The conclusion of the president's defence set the stage for two days of questioning on Wednesday and Thursday, during which senators can submit questions for debate by the opposing legal teams.

On the first day, it was asked whether the Senate can reach a fully informed verdict without hearing from the likes of Bolton and acting White House chief of staff Mick Mulvaney.

Democrat Adam Schiff, the House Intelligence Committee chairman, said: "The short answer to that question is 'no'. There's no way to have a fair trial without witnesses."

A vote on whether or not to allow additional witnesses is expected on Friday. Democrats would need at least four Republicans to vote in favour of hearing further testimony for the motion to pass, and there are indications that some more moderate senators could be willing to do so.

Republican Mitt Romney of Utah said: "I think it's increasingly likely that other Republicans will join those of us who think we should hear from John Bolton."

Bolton bombshell

Democrats have said repeatedly they want to hear from Bolton in particular, and the calls for the former national security adviser to testify became louder this week amid media reports about his new book.

Bolton reportedly writes that Trump directly withheld aid from Ukraine in an effort to pressure the Ukrainian president, Volodymyr Zelensky, into announcing a corruption investigation into Biden.

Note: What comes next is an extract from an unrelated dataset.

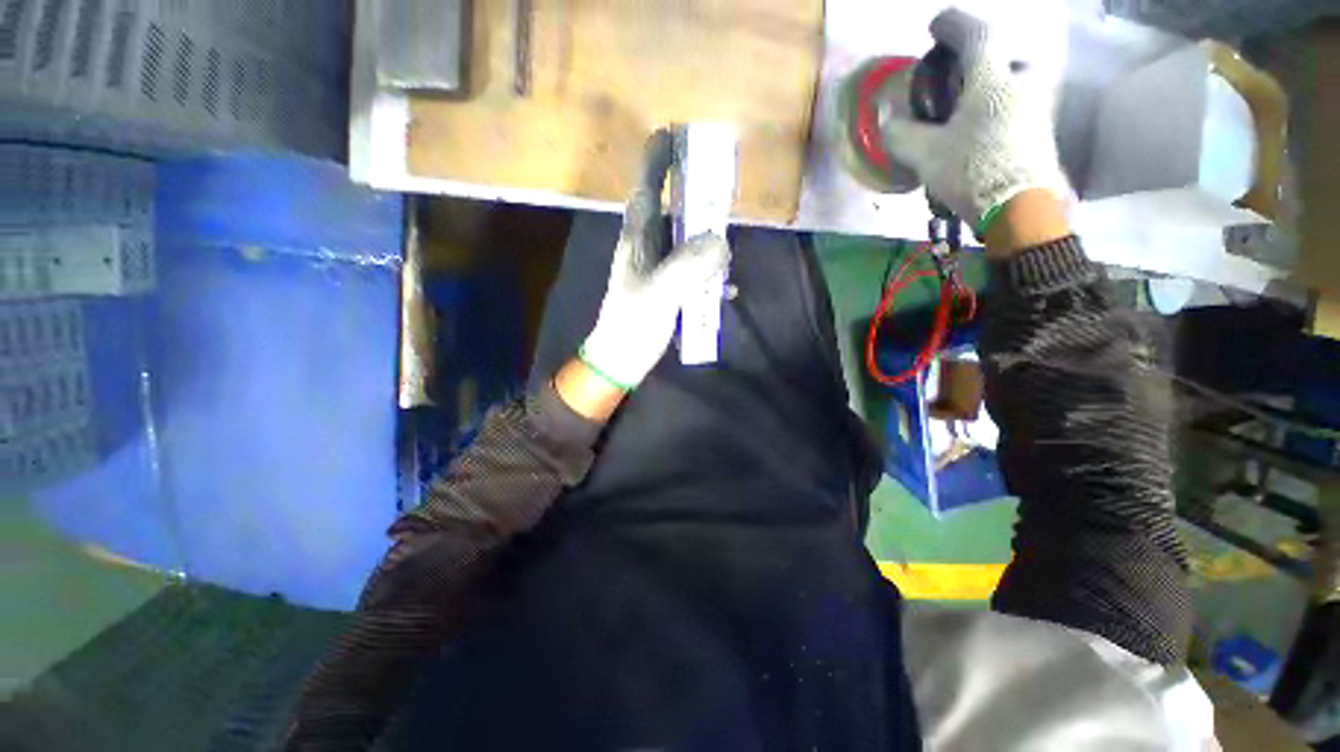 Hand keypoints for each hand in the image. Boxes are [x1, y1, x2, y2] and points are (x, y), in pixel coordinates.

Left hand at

Since Biden is one of the leading candidates for the Democratic presidential nomination this year, Democrats argue that Trump's efforts to trigger the investigation equate to soliciting foreign help to win an election, which is illegal.

Bolton's claims that he was instructed directly by the president to withhold aid could also undermine the Republican argument that no first-hand witnesses can link Trump to any scheme to pressure Ukraine.

Speaking to reporters this week, the US president admitted he doesn't want Bolton to testify in the impeachment trial, citing national security concerns.

Trump goes on the attack

Trump responded to the reports about Bolton's book by launching an attack on the former national security adviser, saying Bolton had "begged" him for a job.

The Republican leader also said that, if he had followed Bolton's advice, "we would be in World War Six by now". He went on to claim the forthcoming book is full of classified national security information, while dismissing it as "nasty and untrue".

As his impeachment trial continued to unfold in the Senate this week, Trump formally signed a new trade pact with Mexico and Canada. The US Mexico Canada Agreement is set to replace the 1994 North American Free Trade Agreement (Nafta), which the president has described as America's "worst" deal.

Fulfilling his campaign pledge to abolish Nafta is likely to be one of Trump's key talking points as he campaigns for re-election this year, along with claims about the strength of the US economy.

The president has previously touted record highs on US stock markets when celebrating economic performance.

This week, however, Wall Street felt the effects of growing concern about the spread of the coronavirus in China. The Dow Jones Industrial Average and S&P 500 on Monday witnessed their biggest daily falls since last October, while the Nasdaq Composite Index had its worst day since August last year.

All three indexes were relatively flat on Wednesday January 29.